London: BFI Publishing. 2003.
ISBN: 0851709842 (pb): £15.99
ISBN: 0851709834 (hb) £48.00
224 pp
(Review copy supplied by BFI publishing)
Two declarations stand out right at the start. “The Cinemas of Asia and the Middle East have, over the past decade, assumed a prominence in world film culture unimaginable twenty years ago,” says Adrian Martin. “Traversing both academia and the mainstream is something of great concern to me, the question of availability, when films become available, or whether they remain unavailable, wherever you happen to be,” says Jonathan Rosenbaum. And thus Movie Mutations, the curious and enormously engaging book they have co-edited begins its relay race of interviews, letters and comments from writers and filmmakers as varied as Sheigehiko Hasumi, Mehranaz Saeed-vafa, Natasha Durivicova and Catherine Benamou.

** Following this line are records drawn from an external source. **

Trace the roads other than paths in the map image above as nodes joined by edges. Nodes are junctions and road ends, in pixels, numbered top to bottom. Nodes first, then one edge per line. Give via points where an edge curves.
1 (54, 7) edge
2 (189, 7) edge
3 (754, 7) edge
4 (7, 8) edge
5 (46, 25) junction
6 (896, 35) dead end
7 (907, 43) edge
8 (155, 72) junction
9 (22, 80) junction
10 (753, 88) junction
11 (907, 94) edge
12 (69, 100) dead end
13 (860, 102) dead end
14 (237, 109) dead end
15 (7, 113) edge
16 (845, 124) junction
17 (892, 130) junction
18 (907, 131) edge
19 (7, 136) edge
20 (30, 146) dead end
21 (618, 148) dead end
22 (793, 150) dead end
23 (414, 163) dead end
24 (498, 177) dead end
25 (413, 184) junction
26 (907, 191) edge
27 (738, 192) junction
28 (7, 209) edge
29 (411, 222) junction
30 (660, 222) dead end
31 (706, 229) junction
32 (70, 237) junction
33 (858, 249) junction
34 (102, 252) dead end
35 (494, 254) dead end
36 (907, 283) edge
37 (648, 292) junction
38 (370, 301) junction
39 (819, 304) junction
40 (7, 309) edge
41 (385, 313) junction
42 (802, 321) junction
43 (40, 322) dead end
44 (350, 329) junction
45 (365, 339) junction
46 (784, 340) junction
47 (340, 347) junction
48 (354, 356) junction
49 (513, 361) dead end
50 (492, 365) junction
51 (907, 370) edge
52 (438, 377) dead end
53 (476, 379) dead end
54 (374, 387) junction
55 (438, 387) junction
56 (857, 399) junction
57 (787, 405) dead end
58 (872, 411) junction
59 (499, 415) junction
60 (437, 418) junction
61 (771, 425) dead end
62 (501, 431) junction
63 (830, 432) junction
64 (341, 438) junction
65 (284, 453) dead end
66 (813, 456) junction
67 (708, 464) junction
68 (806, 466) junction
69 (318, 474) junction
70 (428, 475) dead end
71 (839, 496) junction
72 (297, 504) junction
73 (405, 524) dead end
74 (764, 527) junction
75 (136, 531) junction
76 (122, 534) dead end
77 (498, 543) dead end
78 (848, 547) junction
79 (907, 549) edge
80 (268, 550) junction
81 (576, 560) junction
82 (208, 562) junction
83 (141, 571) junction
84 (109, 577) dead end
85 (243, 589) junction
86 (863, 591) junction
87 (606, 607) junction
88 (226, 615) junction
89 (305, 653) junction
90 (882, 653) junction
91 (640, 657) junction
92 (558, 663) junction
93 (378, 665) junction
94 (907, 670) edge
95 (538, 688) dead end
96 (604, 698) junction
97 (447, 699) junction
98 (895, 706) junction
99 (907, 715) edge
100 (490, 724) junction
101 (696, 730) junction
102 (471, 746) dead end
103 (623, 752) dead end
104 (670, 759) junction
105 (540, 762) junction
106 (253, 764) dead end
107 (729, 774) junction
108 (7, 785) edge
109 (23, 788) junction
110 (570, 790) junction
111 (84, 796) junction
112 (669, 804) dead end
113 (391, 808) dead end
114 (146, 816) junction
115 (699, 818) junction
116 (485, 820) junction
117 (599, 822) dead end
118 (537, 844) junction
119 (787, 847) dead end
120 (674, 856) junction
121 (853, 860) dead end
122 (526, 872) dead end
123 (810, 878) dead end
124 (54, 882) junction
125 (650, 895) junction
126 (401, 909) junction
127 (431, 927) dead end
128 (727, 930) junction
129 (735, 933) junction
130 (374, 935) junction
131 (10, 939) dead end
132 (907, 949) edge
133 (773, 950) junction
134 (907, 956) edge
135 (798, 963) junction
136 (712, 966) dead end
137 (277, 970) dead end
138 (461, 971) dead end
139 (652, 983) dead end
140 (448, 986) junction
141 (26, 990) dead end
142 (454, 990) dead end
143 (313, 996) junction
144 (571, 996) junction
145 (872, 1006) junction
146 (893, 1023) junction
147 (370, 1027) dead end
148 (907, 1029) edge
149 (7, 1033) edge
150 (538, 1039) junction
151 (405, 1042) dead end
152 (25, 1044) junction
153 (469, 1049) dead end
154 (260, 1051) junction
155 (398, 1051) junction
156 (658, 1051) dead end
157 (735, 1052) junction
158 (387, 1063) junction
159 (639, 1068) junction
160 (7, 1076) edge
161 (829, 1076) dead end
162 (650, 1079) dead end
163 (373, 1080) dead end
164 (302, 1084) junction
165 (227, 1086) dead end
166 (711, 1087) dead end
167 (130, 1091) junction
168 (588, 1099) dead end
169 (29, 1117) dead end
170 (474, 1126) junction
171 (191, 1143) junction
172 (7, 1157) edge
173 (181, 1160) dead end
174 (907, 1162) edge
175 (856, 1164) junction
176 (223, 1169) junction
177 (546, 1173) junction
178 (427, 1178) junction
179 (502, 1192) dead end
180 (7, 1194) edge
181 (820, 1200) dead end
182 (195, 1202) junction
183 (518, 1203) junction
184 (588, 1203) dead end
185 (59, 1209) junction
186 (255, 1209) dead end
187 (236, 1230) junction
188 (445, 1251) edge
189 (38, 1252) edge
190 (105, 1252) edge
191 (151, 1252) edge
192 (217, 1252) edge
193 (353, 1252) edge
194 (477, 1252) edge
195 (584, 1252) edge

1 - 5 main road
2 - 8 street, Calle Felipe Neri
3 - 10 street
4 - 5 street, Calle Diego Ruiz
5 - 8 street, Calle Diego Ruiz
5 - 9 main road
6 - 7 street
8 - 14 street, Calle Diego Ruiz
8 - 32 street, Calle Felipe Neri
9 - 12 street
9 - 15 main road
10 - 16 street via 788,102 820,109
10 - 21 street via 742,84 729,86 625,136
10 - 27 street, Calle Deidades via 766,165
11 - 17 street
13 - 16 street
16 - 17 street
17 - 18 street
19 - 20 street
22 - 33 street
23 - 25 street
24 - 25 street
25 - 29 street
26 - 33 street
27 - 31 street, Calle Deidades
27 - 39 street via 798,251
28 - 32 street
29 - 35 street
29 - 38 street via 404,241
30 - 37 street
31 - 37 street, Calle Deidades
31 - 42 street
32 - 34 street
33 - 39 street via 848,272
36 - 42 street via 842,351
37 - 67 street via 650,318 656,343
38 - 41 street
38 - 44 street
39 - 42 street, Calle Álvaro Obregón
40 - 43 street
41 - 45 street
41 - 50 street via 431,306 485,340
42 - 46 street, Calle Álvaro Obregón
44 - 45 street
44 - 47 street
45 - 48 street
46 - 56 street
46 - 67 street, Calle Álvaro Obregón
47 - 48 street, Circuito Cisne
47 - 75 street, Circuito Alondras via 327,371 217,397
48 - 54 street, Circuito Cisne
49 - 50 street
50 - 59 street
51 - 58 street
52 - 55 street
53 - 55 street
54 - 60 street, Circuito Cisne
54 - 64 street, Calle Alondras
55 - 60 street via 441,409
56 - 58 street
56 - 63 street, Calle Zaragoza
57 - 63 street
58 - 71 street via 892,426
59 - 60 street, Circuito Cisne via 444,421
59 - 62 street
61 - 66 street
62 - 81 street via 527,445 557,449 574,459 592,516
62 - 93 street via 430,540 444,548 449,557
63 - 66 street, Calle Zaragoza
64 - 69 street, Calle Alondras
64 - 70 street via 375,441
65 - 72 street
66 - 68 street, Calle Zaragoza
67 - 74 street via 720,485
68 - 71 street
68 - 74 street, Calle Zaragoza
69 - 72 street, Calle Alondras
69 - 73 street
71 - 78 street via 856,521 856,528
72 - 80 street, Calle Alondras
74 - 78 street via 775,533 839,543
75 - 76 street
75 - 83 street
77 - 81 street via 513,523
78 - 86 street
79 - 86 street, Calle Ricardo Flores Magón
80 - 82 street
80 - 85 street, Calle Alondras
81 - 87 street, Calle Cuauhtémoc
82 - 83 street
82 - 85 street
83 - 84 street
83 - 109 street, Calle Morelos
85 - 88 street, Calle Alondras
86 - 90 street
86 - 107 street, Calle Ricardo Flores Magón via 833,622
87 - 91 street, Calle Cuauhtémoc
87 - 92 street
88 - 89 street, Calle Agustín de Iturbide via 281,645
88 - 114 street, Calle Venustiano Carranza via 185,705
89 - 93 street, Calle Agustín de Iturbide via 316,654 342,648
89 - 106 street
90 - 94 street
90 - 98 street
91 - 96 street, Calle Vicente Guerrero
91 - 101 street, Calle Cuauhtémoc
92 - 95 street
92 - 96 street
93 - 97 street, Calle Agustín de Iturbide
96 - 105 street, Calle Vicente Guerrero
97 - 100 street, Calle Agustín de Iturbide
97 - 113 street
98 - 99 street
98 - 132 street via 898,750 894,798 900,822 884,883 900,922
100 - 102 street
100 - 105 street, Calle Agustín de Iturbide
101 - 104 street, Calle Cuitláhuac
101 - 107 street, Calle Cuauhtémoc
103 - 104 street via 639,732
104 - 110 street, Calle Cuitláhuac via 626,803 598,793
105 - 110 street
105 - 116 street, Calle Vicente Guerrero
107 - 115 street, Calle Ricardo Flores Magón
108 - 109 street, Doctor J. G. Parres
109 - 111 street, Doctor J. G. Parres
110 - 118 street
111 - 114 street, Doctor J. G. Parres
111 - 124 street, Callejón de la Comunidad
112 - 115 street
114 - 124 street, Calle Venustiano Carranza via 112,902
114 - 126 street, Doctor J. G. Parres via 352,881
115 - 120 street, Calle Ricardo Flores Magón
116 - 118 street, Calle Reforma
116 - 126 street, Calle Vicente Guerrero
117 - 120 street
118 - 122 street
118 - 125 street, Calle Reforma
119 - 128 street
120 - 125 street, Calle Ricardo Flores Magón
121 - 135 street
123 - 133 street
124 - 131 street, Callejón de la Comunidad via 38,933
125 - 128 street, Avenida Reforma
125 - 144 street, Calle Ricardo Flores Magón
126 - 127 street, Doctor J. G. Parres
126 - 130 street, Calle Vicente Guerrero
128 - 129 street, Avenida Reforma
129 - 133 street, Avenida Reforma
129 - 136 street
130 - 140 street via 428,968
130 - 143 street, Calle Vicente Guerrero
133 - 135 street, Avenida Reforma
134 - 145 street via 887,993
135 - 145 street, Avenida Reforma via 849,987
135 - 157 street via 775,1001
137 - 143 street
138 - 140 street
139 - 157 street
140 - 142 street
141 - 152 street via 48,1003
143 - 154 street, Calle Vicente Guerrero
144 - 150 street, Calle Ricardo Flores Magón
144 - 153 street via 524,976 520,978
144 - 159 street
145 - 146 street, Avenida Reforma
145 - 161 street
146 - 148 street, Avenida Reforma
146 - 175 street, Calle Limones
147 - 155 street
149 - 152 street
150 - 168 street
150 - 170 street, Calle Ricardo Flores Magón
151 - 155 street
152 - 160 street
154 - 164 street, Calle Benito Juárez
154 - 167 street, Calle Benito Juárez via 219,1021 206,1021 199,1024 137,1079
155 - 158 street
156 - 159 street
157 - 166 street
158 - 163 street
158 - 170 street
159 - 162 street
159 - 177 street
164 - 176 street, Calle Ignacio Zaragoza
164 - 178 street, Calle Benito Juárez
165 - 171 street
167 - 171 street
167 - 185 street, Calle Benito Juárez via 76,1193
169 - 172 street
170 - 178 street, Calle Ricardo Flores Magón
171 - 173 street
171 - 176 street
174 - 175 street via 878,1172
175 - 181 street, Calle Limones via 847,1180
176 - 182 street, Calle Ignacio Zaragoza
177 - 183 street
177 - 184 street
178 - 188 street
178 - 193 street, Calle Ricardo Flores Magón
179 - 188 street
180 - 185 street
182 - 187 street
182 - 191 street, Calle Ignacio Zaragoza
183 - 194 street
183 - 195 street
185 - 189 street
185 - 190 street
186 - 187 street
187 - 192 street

That Asia and the Middle East have produced some of the most interesting cinematic works of the past decade is incontestable, as is the question of availability – especially at a time when DVD and video has made so much of cinematic history available to so many so quickly. Yet questions remain about a book that quite unabashedly regards Abbas Kirarostami, Hou Hsiao-hsien and Tsai Ming-liang as Pantheon figures in a manner not all that removed from the way the MacMahonists of the ’60s worshipped Lang, Preminger, Losey and Walsh. Obviously Kirarostami, Hou Hsiao-hsien and Tsai Ming-liang come from quite a different cinematic world. But movie love is move love, and this observer can’t help feeling more like a sidelines spectator than a full participant. Wong Kar Wei is mentioned only in passing and Patrice Chereau (in my not at all humble estimation the greatest director in the world – encompassing opera and theater as well as film) is not mentioned at all.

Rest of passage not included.